(Saved entries)
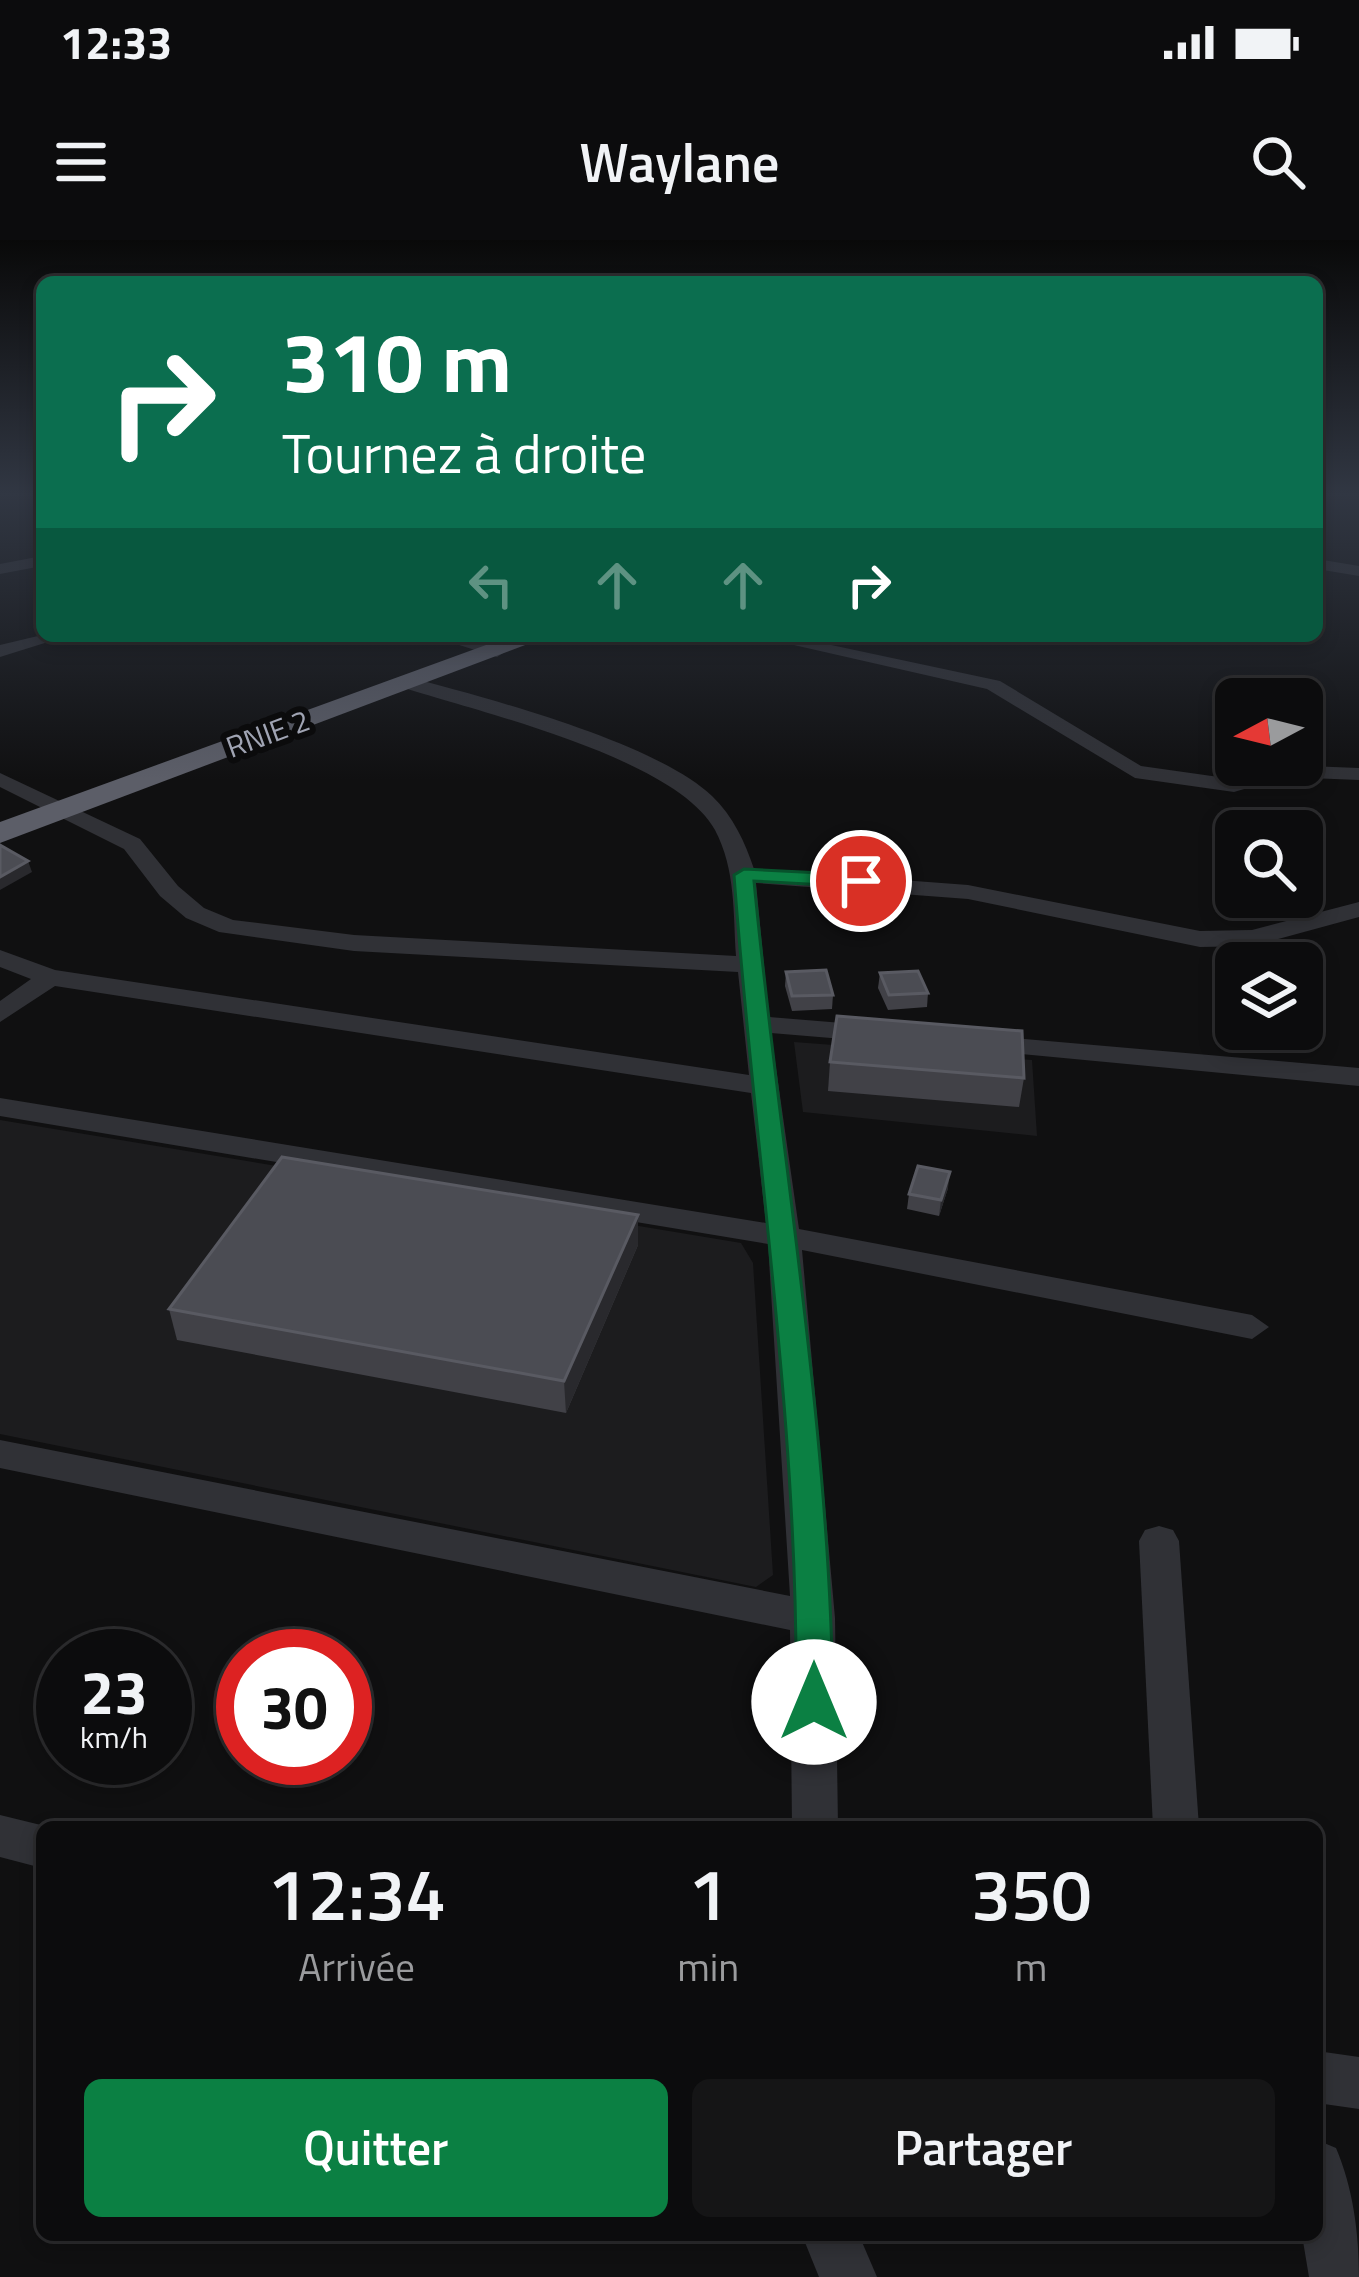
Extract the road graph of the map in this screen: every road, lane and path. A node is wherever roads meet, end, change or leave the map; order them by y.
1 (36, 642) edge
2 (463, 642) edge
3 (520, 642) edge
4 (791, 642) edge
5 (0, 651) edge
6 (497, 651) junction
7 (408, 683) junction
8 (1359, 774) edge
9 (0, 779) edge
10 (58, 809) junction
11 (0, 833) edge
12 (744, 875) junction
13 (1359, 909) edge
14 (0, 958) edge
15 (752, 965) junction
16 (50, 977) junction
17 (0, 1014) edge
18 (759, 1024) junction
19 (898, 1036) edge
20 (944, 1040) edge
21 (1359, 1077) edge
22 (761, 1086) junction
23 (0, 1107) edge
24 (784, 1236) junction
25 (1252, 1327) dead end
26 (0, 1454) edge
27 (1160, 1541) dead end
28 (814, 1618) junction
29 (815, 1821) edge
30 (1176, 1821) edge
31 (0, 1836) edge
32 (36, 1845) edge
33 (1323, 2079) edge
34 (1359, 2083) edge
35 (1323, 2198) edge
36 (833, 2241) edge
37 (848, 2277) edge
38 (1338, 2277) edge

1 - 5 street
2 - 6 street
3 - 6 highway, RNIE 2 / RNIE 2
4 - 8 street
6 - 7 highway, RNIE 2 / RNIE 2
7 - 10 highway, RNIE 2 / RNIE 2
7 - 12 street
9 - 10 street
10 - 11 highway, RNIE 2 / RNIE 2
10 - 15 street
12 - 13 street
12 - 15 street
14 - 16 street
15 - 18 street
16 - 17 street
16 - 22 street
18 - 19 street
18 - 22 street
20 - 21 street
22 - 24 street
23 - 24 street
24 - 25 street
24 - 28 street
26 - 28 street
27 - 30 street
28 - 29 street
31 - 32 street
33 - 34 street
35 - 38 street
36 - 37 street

= REQUIREMENT =
The word "RNIE" appears in some of the lines above. Copy those lines.

= EXPECTED ANSWER =
3 - 6 highway, RNIE 2 / RNIE 2
6 - 7 highway, RNIE 2 / RNIE 2
7 - 10 highway, RNIE 2 / RNIE 2
10 - 11 highway, RNIE 2 / RNIE 2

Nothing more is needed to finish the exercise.